What is especially worrisome, the critics say, is that some Americans will benefit from about $240 billion in tax cuts over the next 10 years while in the decade after 2007 others are going to have to pay for them as the cuts turn into deficits. That discrepancy, they say, raises serious social issues that should be part of the public debate.

The $600 billion to $700 billion projected deficit outlined in the fiscal year 1998 budget reconciliation tax package is the actual cost of granting tax cuts while keeping to a balanced budget agreement, according to the Center for Budget and Public Policy.

The publicly debated side to the tax package is on precisely how $85 billion in tax cuts will be doled out in child tax credits, capital gains cuts, estate tax exemptions, IRA tax exemptions and education tax credits.

However, as the Center for Budget and Public Policy -- founded in 1981 to examine policy priorities from a low-income family perspective -- states in a June 25 report on the Senate Finance Committee, these tax cuts are "designed in such a fashion that keeps the costs artificially low in the initial years so that the plan fits within cost limits the budget agreement sets."

What Congress and the White House are doing together, regardless of the fine details of the eventual agreement, is what many couples do when purchasing their first house. To keep their household budget in balance, the couple buys the house initially with perhaps a five-year low, fixed-interest mortgage knowing that the full market variable interest rate, plus a balloon payment, then awaits them.

The homeowners are hoping that by the time the balloon comes due, their income will have increased sufficiently to meet their new and more expensive obligations. The White House and Congress are hoping for the same.

But they are not making this "backloading" (the term used to describe costs to the U.S. Treasury increasing over time) a central theme of the public debate.

Rather, the immediate public and political face of the current tax battle is that of the House and the Senate reconciling tax cut minutiae, while Congress and the White House wrestle over details.

The tax cut package will either aid primarily the upper middle class and the wealthy (Congress' version) or aid the middle and upper-middle classes and wealthy with a symbolic nod to the working class (the White House version). "At some point we're going to go into economic recession and we're going to be hurting again for revenues as outlays and revenues become further unbalanced," the center's Wendell Primus told NCR, but "the Republicans will say, 'well, the budget remains balanced.'"

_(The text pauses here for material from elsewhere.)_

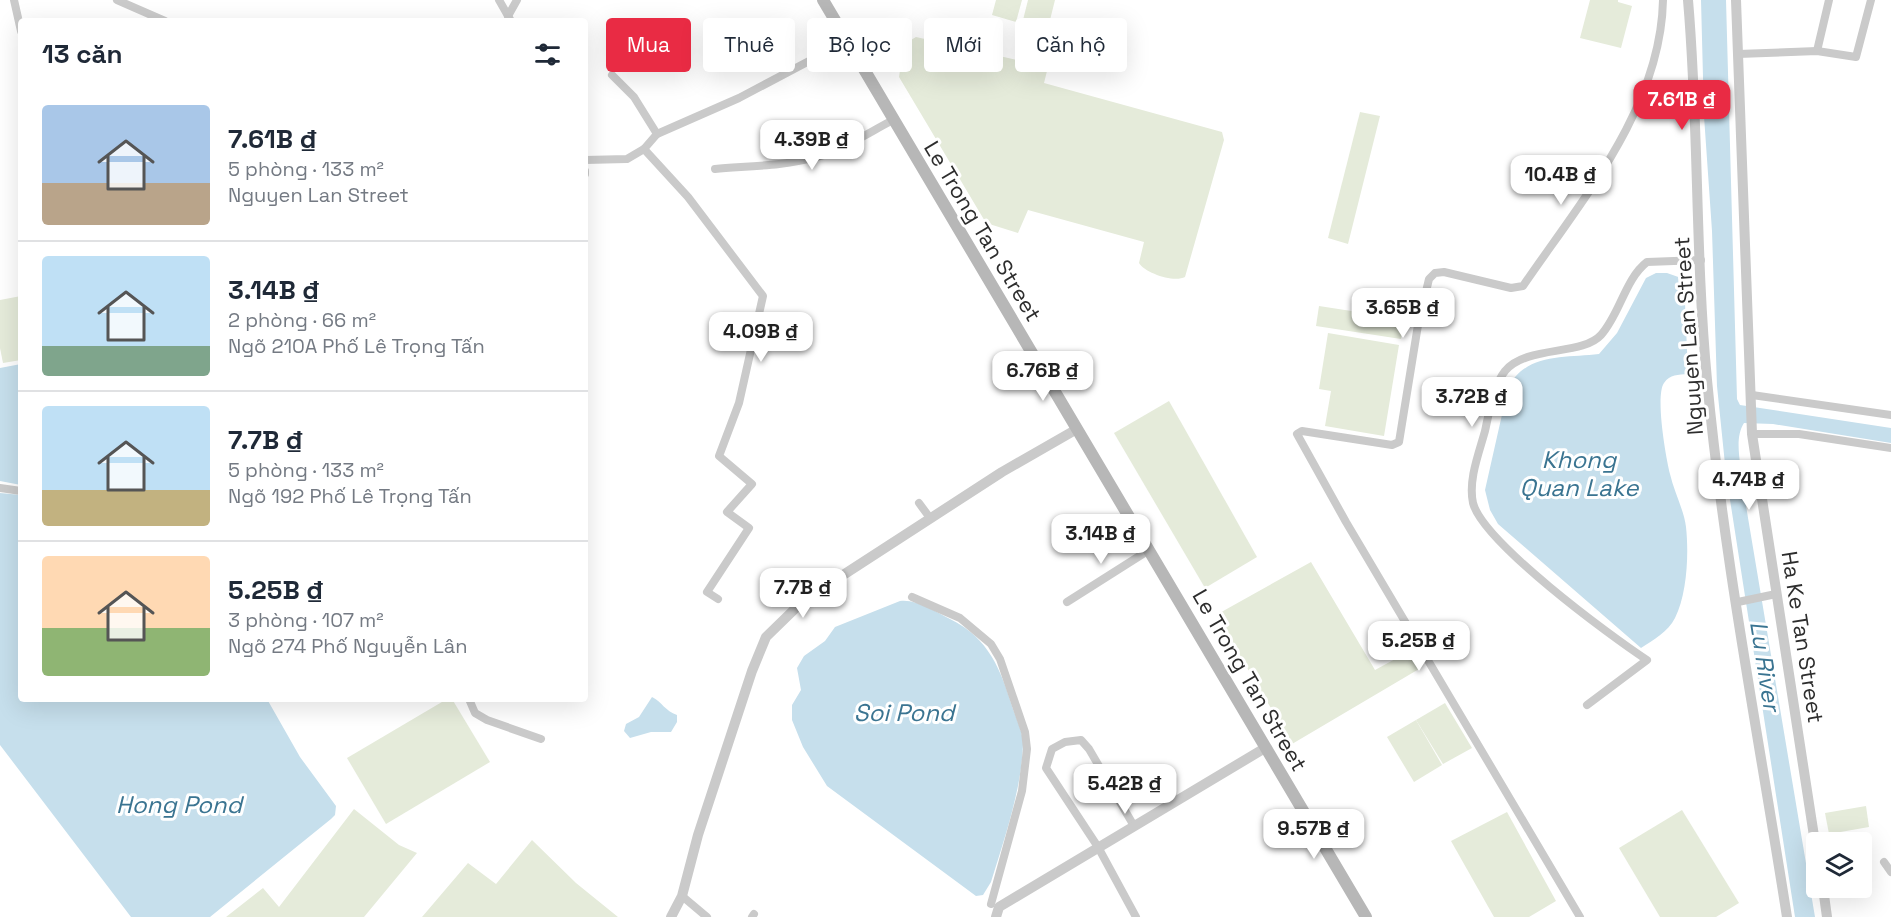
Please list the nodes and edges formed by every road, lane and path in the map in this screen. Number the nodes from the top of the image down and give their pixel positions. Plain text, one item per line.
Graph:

Primus believes the issue of costs in the "out" years is serious, and that the shortfall will have to come out of future entitlements and discretionary spending. And that in turn will hit the middle class rather than those higher up the income ladder.

Network, a Catholic social justice lobby, applauds fiscal discipline but has "grave difficulty" with both the tax cut process and the tax cut packages that "confer two-thirds of the proposed cuts on families with incomes above $93,000, or the highest-earning 20 percent of all taxpayers."

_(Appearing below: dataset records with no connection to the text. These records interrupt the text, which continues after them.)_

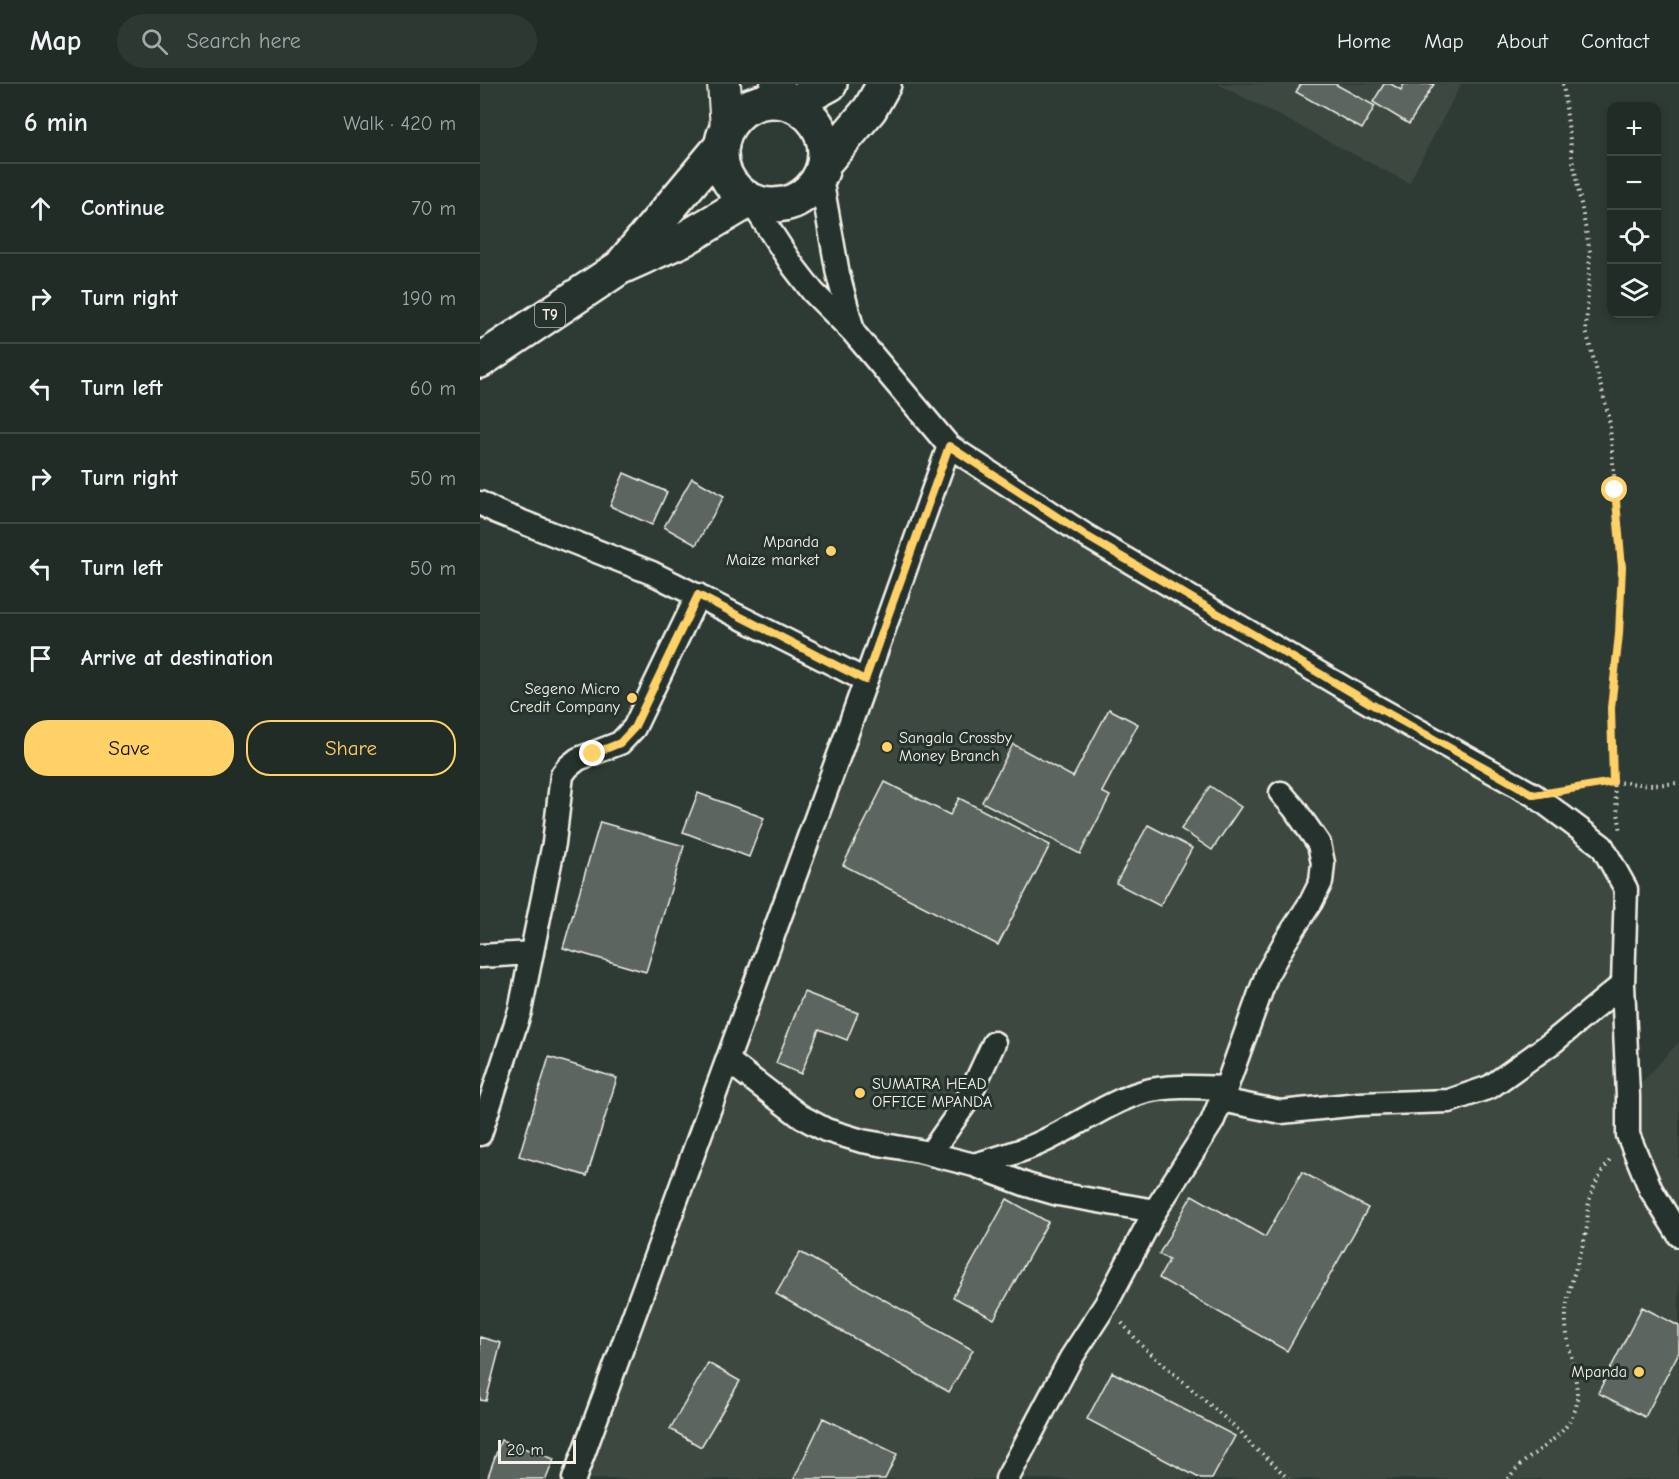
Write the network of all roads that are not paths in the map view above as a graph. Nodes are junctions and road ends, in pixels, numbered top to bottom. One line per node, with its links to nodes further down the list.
1 (724, 84): 5 (street)
2 (830, 84): 4 (highway, T9)
3 (884, 84): 6 (highway)
4 (785, 97): 5 (highway, T9); 6 (highway)
5 (724, 136): 7 (highway); 8 (highway, T9)
6 (823, 171): 7 (highway); 9 (street)
7 (750, 200): 8 (highway, T9); 9 (street)
8 (619, 268): 10 (highway, T9)
9 (853, 332): 11 (street)
10 (480, 361)
11 (949, 446): 14 (street); 18 (street)
12 (480, 503): 13 (street)
13 (698, 595): 14 (street); 16 (street)
14 (865, 680): 20 (street)
15 (1281, 793): 21 (street)
16 (532, 953): 17 (street); 22 (street)
17 (480, 956)
18 (1623, 984): 21 (street); 26 (street)
19 (994, 1042): 23 (street)
20 (727, 1060): 23 (street); 27 (street)
21 (1224, 1094): 24 (street); 25 (street)
22 (480, 1134)
23 (930, 1154): 24 (street)
24 (974, 1165): 25 (street)
25 (1155, 1211): 28 (street)
26 (1679, 1235)
27 (574, 1479)
28 (1006, 1479)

There are other serious issues. In a June 30 statement, for example, Network said Medicare and Medicaid should be restructured within the context of comprehensive health care reform, not as provisions of a budget bill.

Network's Sr. Catherine Pinkerton, a Sister of St. Joseph, sees the budget package, like the earlier welfare reform bill, as "trends in the nation."

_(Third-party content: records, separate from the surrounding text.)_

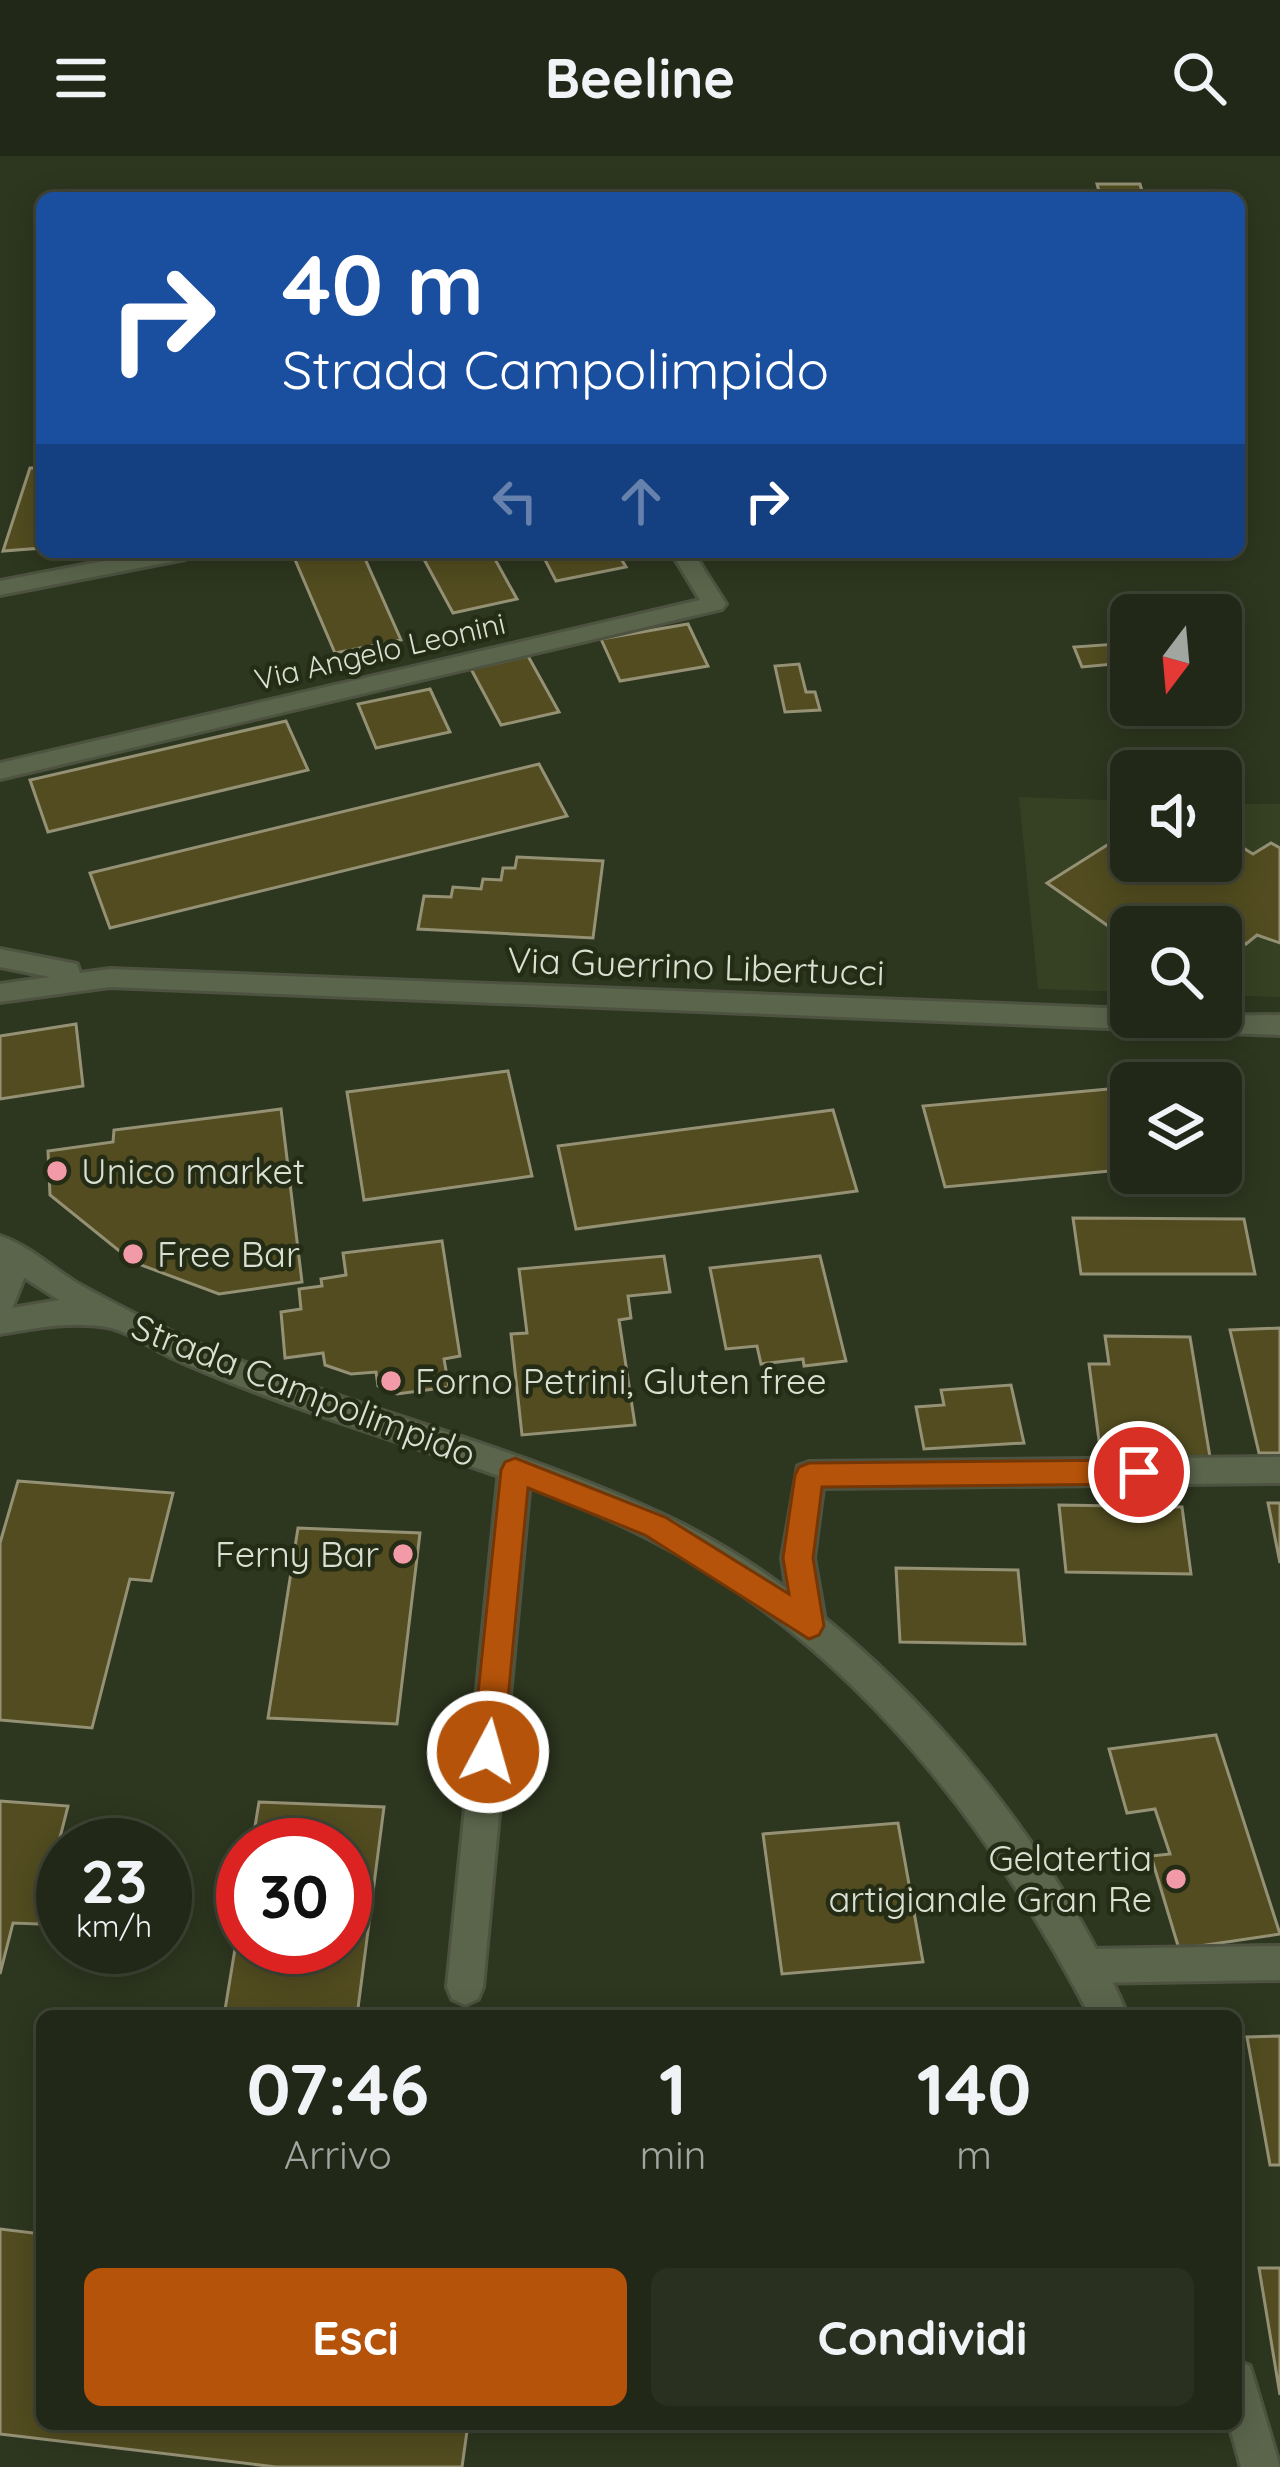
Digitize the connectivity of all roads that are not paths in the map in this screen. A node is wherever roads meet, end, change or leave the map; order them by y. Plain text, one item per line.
1 (153, 558) edge
2 (686, 558) edge
3 (0, 588) edge
4 (0, 771) edge
5 (0, 958) edge
6 (110, 978) junction
7 (0, 992) edge
8 (1280, 1025) edge
9 (5, 1250) edge
10 (0, 1303) edge
11 (0, 1322) edge
12 (126, 1322) junction
13 (515, 1470) junction
14 (1280, 1470) edge
15 (809, 1626) junction
16 (1280, 1963) edge
17 (1086, 1966) junction
18 (465, 1988) dead end
19 (1107, 2010) edge
20 (1242, 2400) edge
21 (1262, 2467) edge

1 - 3 street
2 - 4 street, Via Angelo Leonini
5 - 6 street, Via Guerrino Libertucci
6 - 7 street, Via Guerrino Libertucci
6 - 8 street, Via Guerrino Libertucci
9 - 10 street
9 - 12 street, Strada Campolimpido
11 - 12 street
12 - 13 street, Strada Campolimpido
13 - 15 street, Strada Campolimpido
13 - 18 street
14 - 15 street
15 - 17 street, Strada Campolimpido
16 - 17 street
17 - 19 street, Strada Campolimpido
20 - 21 street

People who care about the common good and a social contract, she told NCR, "are fighting on four fronts in this country: on morality, from social values to family values; on the role of government; on the domestic economy itself -- people are still anxious despite the fact the economy is supposed to be booming; and on the fact that people don't know what [the U.S.] role in the world is."

Pinkerton said she "sometimes feels we had to come to this point, of people beginning to look at the entire value system -- at the values that undergird the economy, such as consumerism, consumption, greed," in order "to go into some kind of national reflection on who we are as a people."